What would be the best XML parser for my needs? There are lots to choose from. Some I'm aware of are:

And of course the one in the JDK (I'm using Java 6). I'm familiar with Xerces but find it clunky.

Recommendations?

Answer

Fernando Miguélez picture Fernando Miguélez · Dec 17, 2008

I think you should not consider any specific parser implementation. Java API for XML Processing lets you use any conforming parser implementation in a standard way. The code should be much more portable, and when you realise that a specific parser has grown too old, you can replace it with another without changing a line of your code (if you do it correctly).

Basically there are three ways of handling XML in a standard way:

  • SAX This is the simplest API. You read the XML by defining a Handler class that receives the data inside elements/attributes when the XML gets processed in a serial way.

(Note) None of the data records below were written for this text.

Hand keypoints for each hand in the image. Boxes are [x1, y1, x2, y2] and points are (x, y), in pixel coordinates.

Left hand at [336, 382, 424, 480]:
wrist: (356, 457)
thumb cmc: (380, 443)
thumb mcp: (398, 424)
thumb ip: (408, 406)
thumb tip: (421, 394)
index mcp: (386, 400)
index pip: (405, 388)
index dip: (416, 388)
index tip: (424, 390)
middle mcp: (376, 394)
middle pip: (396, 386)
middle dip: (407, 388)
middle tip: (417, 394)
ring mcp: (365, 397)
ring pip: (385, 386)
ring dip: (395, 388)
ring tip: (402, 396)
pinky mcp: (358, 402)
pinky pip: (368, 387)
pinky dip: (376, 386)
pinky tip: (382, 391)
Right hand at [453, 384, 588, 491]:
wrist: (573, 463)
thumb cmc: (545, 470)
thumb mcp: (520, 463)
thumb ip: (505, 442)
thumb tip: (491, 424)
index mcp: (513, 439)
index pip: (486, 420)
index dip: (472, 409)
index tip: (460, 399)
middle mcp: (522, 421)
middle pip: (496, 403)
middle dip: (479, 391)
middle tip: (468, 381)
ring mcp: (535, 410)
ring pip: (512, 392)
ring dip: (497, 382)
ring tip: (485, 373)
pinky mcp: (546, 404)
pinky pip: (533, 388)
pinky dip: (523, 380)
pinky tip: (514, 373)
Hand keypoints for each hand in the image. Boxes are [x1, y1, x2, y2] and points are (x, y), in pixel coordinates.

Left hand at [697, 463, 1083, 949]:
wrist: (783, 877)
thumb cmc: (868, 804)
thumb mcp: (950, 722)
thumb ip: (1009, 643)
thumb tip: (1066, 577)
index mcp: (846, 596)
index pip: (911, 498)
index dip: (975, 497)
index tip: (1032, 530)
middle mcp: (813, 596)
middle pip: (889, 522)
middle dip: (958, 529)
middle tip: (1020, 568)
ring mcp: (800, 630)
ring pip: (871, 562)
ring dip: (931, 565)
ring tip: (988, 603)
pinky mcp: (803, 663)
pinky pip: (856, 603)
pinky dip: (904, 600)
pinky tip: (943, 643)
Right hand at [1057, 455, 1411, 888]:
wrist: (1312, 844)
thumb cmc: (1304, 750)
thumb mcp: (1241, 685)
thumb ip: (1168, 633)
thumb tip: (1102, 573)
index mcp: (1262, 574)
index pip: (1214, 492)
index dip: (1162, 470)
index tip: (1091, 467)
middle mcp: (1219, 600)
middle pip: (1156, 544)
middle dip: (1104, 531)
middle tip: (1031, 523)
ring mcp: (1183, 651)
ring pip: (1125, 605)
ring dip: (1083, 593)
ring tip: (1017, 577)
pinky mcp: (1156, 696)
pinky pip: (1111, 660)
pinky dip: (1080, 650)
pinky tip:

It is faster and simpler if you only plan to read some attributes/elements and/or write some values back (your case).
  • DOM This method creates an object tree which lets you modify/access it randomly so it is better for complex XML manipulation and handling.
  • StAX This is in the middle of the path between SAX and DOM. You just write code to pull the data from the parser you are interested in when it is processed.

Forget about proprietary APIs such as JDOM or Apache ones (i.e. Apache Xerces XMLSerializer) because will tie you to a specific implementation that can evolve in time or lose backwards compatibility, which will make you change your code in the future when you want to upgrade to a new version of JDOM or whatever parser you use. If you stick to Java standard API (using factories and interfaces) your code will be much more modular and maintainable.

There is no need to say that all (I haven't checked all, but I'm almost sure) of the parsers proposed comply with a JAXP implementation so technically you can use all, no matter which.